Results Separated by Judgment and Stimulus Type

Across comparisons, an occluded approach bias was defined as a tendency to give both higher trust (“Yes,” trustworthy) and lower threat (“No,” not threatening) ratings to occluded faces than to whole faces. While a composite approach bias was the most comprehensive way to describe our results, separate trust and threat biases obviously contribute to this construct. We thus also compared the lesion patients’ mean trust and threat occluded biases separately to bootstrapped control distributions, alongside patient performance for whole and occluded faces alone (Table 2.2.2), confirming that the patients’ observed approach bias was driven by abnormal ratings of occluded faces.

Table 2.2.2. Bootstrapped control samples exceeding mean and individual patient values.

Judgment Stimuli Controls

Exceeding Patients (%) Control Mean (95% CI) AP AM BG Summary

Threat Whole faces 19.9 [3.2, 3.4] 3.3 2.7 3.2 AP & BG same, but AM lower

Occluded faces 4.7 [2.8, 3.1] 2.6 2.2 2.1 All lower

Occluded bias 12.1 [-0.5, -0.3] -0.7 -0.4 -1.1 AP and BG lower; AM not different,

but already impaired for whole faces

Trust Whole faces 23.7 [3.1, 3.3] 3.1 2.6 4.6 AP normal; AM low; BG high

Occluded faces 3.9 [3.3, 3.5] 3.3 3.4 5.0 AP and AM normal; BG very high

Occluded bias 8.9 [0.1, 0.3] 0.2 0.8 0.4 AP normal; AM and BG high

Composite Bias

All faces 7.6 [0.4, 0.8] 0.9 1.2 1.6 All higher

Occluded- avoided faces

1.9 [-0.8, -0.4] 0.2 0.4 1.2 All higher

Occluded- approached faces

15.8 [0.8, 1.2] 1.2 1.5 1.7 AP normal; AM and BG higher

Note. Occluded bias defined as occluded minus whole face rating. Composite bias defined as occluded trust bias minus occluded threat bias. Occluded-avoided faces have a negative average composite bias score; occluded-approached faces have a positive average composite bias score. For threat, the percentage of lower bias scores were counted; for trust and composite bias, the percentage of higher scores were counted.

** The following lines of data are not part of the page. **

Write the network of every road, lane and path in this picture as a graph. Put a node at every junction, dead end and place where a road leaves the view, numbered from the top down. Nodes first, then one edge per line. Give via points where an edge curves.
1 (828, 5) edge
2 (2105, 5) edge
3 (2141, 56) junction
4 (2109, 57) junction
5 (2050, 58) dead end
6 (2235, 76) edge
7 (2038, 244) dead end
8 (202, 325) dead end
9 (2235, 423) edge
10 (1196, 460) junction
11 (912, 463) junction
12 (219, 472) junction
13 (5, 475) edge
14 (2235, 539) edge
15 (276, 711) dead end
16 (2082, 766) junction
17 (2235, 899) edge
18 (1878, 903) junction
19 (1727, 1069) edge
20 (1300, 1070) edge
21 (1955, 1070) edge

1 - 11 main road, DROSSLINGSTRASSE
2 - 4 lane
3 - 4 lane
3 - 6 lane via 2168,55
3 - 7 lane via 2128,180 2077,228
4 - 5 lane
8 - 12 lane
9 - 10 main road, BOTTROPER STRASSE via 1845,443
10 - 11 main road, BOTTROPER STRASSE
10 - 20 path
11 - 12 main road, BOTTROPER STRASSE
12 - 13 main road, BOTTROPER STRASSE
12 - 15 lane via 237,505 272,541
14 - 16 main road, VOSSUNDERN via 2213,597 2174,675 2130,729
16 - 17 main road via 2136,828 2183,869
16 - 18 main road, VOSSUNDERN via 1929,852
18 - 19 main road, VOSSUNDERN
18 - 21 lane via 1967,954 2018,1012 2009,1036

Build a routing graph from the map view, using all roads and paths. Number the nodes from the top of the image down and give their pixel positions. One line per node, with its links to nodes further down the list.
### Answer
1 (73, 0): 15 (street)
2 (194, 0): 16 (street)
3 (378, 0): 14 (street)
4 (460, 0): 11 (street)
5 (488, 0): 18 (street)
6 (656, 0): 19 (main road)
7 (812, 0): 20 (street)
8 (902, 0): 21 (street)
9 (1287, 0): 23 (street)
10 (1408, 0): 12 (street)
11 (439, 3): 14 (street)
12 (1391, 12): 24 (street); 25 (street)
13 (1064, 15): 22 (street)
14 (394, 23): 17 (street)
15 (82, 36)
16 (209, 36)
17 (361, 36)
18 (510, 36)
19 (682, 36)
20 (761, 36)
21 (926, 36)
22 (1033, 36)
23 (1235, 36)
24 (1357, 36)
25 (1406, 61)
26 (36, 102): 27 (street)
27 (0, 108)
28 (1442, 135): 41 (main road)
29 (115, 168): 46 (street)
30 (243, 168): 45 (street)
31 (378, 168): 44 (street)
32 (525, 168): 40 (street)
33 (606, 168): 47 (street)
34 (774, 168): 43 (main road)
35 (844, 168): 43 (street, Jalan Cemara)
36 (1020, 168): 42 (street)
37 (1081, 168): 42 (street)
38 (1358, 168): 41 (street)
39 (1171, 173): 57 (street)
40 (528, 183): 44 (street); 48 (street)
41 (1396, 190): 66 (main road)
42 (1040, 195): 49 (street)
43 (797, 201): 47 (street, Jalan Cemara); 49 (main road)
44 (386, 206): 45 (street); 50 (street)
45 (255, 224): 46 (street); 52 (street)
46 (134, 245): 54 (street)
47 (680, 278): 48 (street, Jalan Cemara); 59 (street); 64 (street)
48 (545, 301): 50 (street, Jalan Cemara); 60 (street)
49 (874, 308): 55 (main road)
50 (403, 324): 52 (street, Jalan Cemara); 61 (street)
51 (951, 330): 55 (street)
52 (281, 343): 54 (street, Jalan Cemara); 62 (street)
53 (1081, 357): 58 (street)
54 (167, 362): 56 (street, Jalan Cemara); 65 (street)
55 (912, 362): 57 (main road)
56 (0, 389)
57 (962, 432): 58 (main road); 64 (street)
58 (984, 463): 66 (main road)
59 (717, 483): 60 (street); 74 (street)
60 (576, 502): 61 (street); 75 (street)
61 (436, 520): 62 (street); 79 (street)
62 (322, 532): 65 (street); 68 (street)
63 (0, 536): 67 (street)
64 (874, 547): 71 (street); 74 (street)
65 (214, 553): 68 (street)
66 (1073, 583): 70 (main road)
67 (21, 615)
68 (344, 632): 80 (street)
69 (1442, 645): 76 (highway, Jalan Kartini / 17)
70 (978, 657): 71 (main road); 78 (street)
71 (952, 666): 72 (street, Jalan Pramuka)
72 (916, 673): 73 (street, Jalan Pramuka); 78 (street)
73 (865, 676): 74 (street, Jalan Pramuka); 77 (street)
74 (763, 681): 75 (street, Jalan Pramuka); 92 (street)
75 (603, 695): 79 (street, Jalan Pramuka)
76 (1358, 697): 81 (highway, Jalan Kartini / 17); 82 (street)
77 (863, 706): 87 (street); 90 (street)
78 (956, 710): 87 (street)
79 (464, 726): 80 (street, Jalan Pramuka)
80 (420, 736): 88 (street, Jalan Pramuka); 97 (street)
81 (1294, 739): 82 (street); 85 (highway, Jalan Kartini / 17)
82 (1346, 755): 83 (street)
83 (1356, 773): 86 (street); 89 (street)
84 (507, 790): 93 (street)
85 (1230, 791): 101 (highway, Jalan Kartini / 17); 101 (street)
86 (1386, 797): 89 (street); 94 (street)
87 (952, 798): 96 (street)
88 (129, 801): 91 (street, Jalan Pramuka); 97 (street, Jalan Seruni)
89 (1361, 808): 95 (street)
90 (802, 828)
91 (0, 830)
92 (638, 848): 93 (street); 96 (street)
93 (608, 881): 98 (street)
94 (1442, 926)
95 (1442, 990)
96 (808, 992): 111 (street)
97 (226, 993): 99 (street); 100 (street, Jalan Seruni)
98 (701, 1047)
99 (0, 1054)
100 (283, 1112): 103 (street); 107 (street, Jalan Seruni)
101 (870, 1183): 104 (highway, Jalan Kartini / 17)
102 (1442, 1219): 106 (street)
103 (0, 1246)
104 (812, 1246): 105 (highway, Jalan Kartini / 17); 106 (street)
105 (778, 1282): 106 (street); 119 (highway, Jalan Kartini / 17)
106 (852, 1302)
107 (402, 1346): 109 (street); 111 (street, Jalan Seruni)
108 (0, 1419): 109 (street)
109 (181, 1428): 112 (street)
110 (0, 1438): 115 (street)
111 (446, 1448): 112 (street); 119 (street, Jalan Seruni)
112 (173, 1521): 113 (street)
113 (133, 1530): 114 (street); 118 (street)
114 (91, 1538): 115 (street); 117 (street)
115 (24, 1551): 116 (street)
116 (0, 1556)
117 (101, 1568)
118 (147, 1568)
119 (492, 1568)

As a group, the patients’ whole-face ratings were not different from controls’ ratings, which was somewhat unexpected given a previous finding in amygdala lesion patient SM (Adolphs et al., 1998), which showed that SM gave abnormally high trustworthiness judgments to whole faces (albeit a different set of faces than the ones used in our present

study). To verify that this discrepancy from SM’s behavior in our amygdala lesion patients was not driven by differences in the stimulus sets, we tested two of our patients (AM and BG) also on the original stimuli from that experiment with SM (Adolphs et al., 1998). While AM and BG tended to deviate from controls, especially for the faces controls avoided most (Figure 2.2.8), they only exhibited a weak trend towards the prior finding in SM. Unfortunately, SM was not available for testing in our new task, and AP was not available for testing on the original task used by Adolphs et al. (1998).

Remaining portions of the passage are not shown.